London has previously envisaged a drastic overhaul of its asylum system, and their bill is currently awaiting approval by the lower house of parliament.
If MPs approve the bill, the country would automatically reject asylum applications from immigrants who have arrived from a safe country under the new law. Instead of the previous six months, those entering the UK illegally could face up to four years in prison.
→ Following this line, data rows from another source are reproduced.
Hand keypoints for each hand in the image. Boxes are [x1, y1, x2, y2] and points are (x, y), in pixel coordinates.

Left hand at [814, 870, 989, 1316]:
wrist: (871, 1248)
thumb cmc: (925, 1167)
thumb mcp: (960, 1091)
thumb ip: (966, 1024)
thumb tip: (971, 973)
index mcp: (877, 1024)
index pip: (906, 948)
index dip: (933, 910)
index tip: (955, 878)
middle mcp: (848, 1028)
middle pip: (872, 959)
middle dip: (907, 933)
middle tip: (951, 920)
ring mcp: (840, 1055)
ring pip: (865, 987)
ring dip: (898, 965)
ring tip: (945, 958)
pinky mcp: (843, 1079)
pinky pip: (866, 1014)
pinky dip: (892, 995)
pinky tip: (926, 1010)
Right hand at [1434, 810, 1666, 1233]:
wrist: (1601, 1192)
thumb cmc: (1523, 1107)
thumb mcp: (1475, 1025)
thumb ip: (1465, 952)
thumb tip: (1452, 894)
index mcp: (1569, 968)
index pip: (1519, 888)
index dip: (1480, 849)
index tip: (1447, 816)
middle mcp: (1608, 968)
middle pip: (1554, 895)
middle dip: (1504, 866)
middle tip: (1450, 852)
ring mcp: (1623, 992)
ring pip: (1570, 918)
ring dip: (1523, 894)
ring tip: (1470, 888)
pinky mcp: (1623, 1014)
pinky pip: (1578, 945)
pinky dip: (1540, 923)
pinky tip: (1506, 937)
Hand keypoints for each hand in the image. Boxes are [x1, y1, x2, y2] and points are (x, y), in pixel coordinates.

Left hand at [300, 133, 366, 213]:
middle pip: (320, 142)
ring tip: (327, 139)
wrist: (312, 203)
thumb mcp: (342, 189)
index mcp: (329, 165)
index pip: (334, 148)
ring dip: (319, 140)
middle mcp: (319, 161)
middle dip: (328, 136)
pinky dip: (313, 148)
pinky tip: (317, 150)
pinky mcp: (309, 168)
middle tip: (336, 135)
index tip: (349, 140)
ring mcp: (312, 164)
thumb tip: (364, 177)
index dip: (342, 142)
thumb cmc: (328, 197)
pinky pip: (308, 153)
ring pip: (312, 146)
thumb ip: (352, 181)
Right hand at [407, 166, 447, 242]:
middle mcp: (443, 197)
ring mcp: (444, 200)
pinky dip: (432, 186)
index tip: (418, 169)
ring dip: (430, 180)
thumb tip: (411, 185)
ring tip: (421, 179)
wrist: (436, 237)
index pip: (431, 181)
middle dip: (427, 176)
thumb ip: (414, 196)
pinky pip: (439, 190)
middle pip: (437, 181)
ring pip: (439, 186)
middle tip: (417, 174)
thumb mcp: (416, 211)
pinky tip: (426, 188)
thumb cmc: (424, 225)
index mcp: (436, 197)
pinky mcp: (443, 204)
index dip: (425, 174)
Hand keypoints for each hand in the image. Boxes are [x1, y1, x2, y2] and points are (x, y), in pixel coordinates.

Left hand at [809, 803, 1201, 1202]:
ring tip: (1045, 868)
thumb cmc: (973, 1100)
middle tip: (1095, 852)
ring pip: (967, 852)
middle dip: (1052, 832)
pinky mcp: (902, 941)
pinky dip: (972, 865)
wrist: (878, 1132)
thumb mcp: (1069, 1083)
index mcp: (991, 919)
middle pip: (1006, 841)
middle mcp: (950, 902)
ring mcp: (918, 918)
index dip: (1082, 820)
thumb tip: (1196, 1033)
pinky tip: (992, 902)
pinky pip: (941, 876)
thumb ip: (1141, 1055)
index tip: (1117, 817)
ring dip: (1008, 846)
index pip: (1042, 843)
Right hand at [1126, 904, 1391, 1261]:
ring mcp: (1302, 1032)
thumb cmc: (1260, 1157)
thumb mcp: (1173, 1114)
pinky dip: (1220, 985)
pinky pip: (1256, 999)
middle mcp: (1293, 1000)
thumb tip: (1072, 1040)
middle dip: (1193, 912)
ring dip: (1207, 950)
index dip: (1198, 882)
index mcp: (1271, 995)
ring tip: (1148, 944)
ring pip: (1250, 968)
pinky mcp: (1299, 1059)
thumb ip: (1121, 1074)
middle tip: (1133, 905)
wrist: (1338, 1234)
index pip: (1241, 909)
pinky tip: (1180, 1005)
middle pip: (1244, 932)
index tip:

And penalties would be even tougher against human traffickers, which would allowed traffickers to be sentenced to life imprisonment instead of the maximum of 14 years previously imposed.
However, British Home Secretary Priti Patel has repeatedly stated that asylum seekers who flee persecution or violence from their home country, such as Iran or Syria, and choose a legal solution to enter the UK will be entitled to remain in the country indefinitely.
“The UK welcomes everyone who comes to the country in a safe and legal way, but we need to prevent abuse of the system,” Patel said.
The migrant crisis in the English Channel is causing serious diplomatic strife between France and the UK: London accuses Paris of failing to stop illegal crossings while France retorts it has not received the necessary financial support. The two neighboring countries had already agreed in July that the United Kingdom would provide nearly €63 million for French border protection, but the first batch was only transferred in early November.